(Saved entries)
_____
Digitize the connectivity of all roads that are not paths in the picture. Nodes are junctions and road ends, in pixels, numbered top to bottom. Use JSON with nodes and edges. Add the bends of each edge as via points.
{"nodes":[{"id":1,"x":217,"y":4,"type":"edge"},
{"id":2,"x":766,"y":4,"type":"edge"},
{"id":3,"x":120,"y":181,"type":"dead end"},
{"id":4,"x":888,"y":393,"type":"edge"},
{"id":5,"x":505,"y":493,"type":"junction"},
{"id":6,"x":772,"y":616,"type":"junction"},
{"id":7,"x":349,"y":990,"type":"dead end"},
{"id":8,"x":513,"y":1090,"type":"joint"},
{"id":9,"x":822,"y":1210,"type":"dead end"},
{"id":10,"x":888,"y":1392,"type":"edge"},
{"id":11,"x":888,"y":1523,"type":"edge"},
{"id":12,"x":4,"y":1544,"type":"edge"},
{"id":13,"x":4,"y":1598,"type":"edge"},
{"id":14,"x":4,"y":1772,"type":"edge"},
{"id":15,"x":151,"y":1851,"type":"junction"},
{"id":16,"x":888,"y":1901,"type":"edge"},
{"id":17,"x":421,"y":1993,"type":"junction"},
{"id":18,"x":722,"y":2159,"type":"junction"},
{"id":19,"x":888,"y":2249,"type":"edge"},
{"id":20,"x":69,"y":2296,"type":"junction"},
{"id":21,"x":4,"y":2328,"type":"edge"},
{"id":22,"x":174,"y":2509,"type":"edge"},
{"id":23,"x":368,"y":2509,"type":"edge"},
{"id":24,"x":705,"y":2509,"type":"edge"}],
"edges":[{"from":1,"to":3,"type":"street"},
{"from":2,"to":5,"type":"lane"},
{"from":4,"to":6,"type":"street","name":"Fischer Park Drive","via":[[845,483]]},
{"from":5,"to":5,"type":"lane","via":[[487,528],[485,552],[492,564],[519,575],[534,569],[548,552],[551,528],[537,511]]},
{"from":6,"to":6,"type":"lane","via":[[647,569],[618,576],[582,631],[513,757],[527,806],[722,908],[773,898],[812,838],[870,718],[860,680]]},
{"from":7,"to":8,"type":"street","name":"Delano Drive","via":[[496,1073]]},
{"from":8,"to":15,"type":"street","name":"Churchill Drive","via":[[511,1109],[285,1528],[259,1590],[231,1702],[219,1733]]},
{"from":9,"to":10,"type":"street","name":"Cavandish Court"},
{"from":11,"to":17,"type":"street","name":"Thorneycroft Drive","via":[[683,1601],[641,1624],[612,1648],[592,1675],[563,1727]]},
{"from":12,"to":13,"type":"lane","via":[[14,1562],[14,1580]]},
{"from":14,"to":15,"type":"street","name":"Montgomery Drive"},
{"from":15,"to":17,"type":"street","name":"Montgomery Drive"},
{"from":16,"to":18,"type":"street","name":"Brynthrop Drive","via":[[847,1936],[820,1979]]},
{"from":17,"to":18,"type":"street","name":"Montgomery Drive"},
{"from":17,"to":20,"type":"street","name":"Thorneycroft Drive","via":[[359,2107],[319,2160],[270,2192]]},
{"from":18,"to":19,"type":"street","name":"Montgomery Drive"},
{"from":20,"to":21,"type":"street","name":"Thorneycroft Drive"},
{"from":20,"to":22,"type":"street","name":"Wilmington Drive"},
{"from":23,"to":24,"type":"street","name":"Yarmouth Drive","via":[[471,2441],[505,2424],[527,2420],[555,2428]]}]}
_____
▸ **Your instructions**: Output every record above exactly as it was given.

▸ **The answer**:
Digitize the connectivity of all roads that are not paths in the picture. Nodes are junctions and road ends, in pixels, numbered top to bottom. Use JSON with nodes and edges. Add the bends of each edge as via points.
{"nodes":[{"id":1,"x":217,"y":4,"type":"edge"},
{"id":2,"x":766,"y":4,"type":"edge"},
{"id":3,"x":120,"y":181,"type":"dead end"},
{"id":4,"x":888,"y":393,"type":"edge"},
{"id":5,"x":505,"y":493,"type":"junction"},
{"id":6,"x":772,"y":616,"type":"junction"},
{"id":7,"x":349,"y":990,"type":"dead end"},
{"id":8,"x":513,"y":1090,"type":"joint"},
{"id":9,"x":822,"y":1210,"type":"dead end"},
{"id":10,"x":888,"y":1392,"type":"edge"},
{"id":11,"x":888,"y":1523,"type":"edge"},
{"id":12,"x":4,"y":1544,"type":"edge"},
{"id":13,"x":4,"y":1598,"type":"edge"},
{"id":14,"x":4,"y":1772,"type":"edge"},
{"id":15,"x":151,"y":1851,"type":"junction"},
{"id":16,"x":888,"y":1901,"type":"edge"},
{"id":17,"x":421,"y":1993,"type":"junction"},
{"id":18,"x":722,"y":2159,"type":"junction"},
{"id":19,"x":888,"y":2249,"type":"edge"},
{"id":20,"x":69,"y":2296,"type":"junction"},
{"id":21,"x":4,"y":2328,"type":"edge"},
{"id":22,"x":174,"y":2509,"type":"edge"},
{"id":23,"x":368,"y":2509,"type":"edge"},
{"id":24,"x":705,"y":2509,"type":"edge"}],
"edges":[{"from":1,"to":3,"type":"street"},
{"from":2,"to":5,"type":"lane"},
{"from":4,"to":6,"type":"street","name":"Fischer Park Drive","via":[[845,483]]},
{"from":5,"to":5,"type":"lane","via":[[487,528],[485,552],[492,564],[519,575],[534,569],[548,552],[551,528],[537,511]]},
{"from":6,"to":6,"type":"lane","via":[[647,569],[618,576],[582,631],[513,757],[527,806],[722,908],[773,898],[812,838],[870,718],[860,680]]},
{"from":7,"to":8,"type":"street","name":"Delano Drive","via":[[496,1073]]},
{"from":8,"to":15,"type":"street","name":"Churchill Drive","via":[[511,1109],[285,1528],[259,1590],[231,1702],[219,1733]]},
{"from":9,"to":10,"type":"street","name":"Cavandish Court"},
{"from":11,"to":17,"type":"street","name":"Thorneycroft Drive","via":[[683,1601],[641,1624],[612,1648],[592,1675],[563,1727]]},
{"from":12,"to":13,"type":"lane","via":[[14,1562],[14,1580]]},
{"from":14,"to":15,"type":"street","name":"Montgomery Drive"},
{"from":15,"to":17,"type":"street","name":"Montgomery Drive"},
{"from":16,"to":18,"type":"street","name":"Brynthrop Drive","via":[[847,1936],[820,1979]]},
{"from":17,"to":18,"type":"street","name":"Montgomery Drive"},
{"from":17,"to":20,"type":"street","name":"Thorneycroft Drive","via":[[359,2107],[319,2160],[270,2192]]},
{"from":18,"to":19,"type":"street","name":"Montgomery Drive"},
{"from":20,"to":21,"type":"street","name":"Thorneycroft Drive"},
{"from":20,"to":22,"type":"street","name":"Wilmington Drive"},
{"from":23,"to":24,"type":"street","name":"Yarmouth Drive","via":[[471,2441],[505,2424],[527,2420],[555,2428]]}]}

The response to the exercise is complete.